Sunday, June 1, 2014

Unsurprising NSA story of the week

The New York Times reports that the Snowden documents reveal that the NSA is assembling a vast database of face photos.

No one should be surprised. Storage is so cheap that even for a commercial enterprise, it's better to save data once you have it than the throw it away -- no telling how it might come in handy later on A spy agency can start with a pretty good database -- photos of everyone who has ever gotten a passport or a visa, for example. And then it can mine the web, and cooperate with friendly governments abroad, who have their own local databases.
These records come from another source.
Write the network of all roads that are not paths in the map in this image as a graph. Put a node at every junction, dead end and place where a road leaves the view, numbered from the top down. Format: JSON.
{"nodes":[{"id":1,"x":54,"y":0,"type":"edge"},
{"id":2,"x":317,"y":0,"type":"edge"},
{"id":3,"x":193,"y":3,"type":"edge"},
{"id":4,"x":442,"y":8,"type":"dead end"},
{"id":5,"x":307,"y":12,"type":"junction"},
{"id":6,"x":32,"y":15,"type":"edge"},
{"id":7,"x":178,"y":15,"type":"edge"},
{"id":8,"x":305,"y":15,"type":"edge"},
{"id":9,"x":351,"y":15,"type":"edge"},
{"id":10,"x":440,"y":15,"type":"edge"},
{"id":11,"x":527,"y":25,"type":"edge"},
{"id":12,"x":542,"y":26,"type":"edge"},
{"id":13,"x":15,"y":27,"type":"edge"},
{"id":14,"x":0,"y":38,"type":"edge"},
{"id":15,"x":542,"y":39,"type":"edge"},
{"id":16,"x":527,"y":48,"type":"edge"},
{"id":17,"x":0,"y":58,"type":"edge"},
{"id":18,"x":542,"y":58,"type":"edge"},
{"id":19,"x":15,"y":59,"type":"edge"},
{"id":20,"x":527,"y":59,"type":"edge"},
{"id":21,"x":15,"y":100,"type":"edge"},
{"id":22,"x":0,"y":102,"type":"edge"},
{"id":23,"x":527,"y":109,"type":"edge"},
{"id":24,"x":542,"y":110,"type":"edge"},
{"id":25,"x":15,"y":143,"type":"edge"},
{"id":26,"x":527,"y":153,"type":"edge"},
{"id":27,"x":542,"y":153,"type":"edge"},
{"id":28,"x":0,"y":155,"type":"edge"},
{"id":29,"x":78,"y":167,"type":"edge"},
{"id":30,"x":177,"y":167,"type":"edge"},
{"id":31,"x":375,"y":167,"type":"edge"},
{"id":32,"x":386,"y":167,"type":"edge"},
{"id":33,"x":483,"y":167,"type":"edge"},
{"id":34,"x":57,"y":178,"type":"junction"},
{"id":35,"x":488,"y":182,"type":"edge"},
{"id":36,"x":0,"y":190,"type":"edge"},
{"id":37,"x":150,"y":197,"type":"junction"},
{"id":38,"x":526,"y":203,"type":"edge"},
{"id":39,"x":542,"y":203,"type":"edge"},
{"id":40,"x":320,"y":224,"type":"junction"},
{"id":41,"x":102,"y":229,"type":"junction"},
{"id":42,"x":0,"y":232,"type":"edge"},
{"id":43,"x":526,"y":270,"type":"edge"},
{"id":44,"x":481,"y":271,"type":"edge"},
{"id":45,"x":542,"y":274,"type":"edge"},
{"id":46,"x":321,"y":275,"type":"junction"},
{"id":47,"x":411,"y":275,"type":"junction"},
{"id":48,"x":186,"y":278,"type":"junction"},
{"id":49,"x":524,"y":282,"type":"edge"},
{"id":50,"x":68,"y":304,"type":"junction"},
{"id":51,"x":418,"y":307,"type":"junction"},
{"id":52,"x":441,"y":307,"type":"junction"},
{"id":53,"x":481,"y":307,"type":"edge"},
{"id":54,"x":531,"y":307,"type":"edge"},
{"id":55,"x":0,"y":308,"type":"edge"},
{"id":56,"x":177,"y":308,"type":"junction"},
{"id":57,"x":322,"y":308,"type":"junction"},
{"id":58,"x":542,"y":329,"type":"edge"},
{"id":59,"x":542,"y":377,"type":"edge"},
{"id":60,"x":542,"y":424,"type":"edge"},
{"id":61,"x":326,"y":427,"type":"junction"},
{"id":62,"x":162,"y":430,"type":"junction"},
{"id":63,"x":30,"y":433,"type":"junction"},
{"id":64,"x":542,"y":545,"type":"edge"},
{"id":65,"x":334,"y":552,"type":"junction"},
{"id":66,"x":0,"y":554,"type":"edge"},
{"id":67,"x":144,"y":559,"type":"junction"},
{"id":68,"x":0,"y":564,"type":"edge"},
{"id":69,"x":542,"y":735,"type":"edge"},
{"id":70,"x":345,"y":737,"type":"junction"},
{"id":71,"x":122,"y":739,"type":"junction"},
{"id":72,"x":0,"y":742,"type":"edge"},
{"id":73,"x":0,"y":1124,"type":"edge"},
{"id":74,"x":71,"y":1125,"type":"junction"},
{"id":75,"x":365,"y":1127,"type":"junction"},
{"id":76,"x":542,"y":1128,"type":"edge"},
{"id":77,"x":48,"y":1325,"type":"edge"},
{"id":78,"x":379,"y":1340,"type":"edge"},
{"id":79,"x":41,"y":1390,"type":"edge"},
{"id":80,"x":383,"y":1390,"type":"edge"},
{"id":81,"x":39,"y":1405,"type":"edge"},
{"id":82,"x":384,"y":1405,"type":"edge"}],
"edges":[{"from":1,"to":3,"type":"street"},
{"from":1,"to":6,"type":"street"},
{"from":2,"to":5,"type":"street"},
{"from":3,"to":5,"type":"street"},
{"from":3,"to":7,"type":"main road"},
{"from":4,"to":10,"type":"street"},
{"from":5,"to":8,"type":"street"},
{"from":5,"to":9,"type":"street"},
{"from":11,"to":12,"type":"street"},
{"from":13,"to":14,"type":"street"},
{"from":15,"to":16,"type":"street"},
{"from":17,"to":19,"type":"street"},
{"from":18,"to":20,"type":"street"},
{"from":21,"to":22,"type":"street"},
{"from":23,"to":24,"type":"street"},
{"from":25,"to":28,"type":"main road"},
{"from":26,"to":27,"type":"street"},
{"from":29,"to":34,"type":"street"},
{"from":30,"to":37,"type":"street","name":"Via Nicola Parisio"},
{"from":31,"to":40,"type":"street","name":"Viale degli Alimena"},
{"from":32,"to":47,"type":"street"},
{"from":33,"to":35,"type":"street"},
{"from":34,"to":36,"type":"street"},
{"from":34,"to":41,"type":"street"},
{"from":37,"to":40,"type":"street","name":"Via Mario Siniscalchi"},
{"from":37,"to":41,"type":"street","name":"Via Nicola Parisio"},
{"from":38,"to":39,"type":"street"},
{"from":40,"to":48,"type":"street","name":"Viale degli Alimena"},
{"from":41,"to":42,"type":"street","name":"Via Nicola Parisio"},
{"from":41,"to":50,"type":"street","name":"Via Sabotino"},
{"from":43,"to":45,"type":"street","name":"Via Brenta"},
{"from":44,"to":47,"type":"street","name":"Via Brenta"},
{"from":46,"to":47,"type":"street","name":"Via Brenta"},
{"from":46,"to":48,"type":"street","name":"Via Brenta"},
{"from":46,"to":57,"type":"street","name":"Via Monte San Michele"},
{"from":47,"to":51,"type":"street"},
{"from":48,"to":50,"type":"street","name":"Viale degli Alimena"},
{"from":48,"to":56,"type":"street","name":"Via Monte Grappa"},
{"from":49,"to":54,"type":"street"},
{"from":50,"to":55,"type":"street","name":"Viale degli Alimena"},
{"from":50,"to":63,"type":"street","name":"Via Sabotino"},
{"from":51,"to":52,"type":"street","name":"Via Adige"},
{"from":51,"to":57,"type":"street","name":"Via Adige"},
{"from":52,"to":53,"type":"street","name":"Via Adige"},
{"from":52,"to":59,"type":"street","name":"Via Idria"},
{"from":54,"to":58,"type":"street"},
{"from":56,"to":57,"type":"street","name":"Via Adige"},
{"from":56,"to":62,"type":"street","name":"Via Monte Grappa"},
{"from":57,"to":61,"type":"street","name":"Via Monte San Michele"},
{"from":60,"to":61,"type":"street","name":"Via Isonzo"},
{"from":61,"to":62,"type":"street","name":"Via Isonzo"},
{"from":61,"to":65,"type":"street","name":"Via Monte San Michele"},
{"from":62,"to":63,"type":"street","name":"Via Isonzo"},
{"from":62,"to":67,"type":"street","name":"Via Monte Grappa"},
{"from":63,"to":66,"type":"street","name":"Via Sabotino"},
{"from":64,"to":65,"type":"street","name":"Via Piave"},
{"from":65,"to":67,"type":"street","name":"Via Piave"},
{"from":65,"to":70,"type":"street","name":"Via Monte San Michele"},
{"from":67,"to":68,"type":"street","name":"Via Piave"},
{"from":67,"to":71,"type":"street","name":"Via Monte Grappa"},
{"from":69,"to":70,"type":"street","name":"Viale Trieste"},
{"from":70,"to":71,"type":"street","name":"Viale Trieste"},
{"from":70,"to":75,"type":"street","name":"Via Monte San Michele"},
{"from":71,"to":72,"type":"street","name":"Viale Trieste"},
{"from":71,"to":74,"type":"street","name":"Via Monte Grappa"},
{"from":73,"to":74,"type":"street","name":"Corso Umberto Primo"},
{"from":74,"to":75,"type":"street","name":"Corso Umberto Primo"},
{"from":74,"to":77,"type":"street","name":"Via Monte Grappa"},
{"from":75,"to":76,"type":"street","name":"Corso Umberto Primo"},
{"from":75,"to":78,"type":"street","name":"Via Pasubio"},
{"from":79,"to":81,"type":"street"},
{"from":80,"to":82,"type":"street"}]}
Is this creepy? You bet, though it is not completely obvious why. After all, there is nothing more public than your face. You walk around showing it to lots of people every day. Ordinarily, it's a pleasant surprise when someone you knew long ago recognizes it.

Two things about that. First, remember the koan: More of the same can be a whole new thing. There has always been a chance that someone would recognize you in a cafe while you were traveling halfway around the world. That is very different from an expectation that surveillance cameras in Istanbul will, through some intergovernmental cooperation, trigger an alert to a US agency that you are there -- and by the way, who is that woman you are there with? But that may come to be the norm, if the technology goes unregulated.

The other thing that I have always found creepy about face databases is the opportunities they present to influence behavior. Way back in 2005 Jeremy Bailenson at Stanford showed that voters' choices could be shifted significantly if they were shown photos of the candidates with a subliminal level of the voter's own face morphed into one of them. People tend to vote for people who resemble themselves, even when they don't realize (none of Bailenson's subjects did) that the effect has been achieved by subtly altering a photo. Think of the commercial and propagandistic uses of a tagged database of the faces of most of the world's population.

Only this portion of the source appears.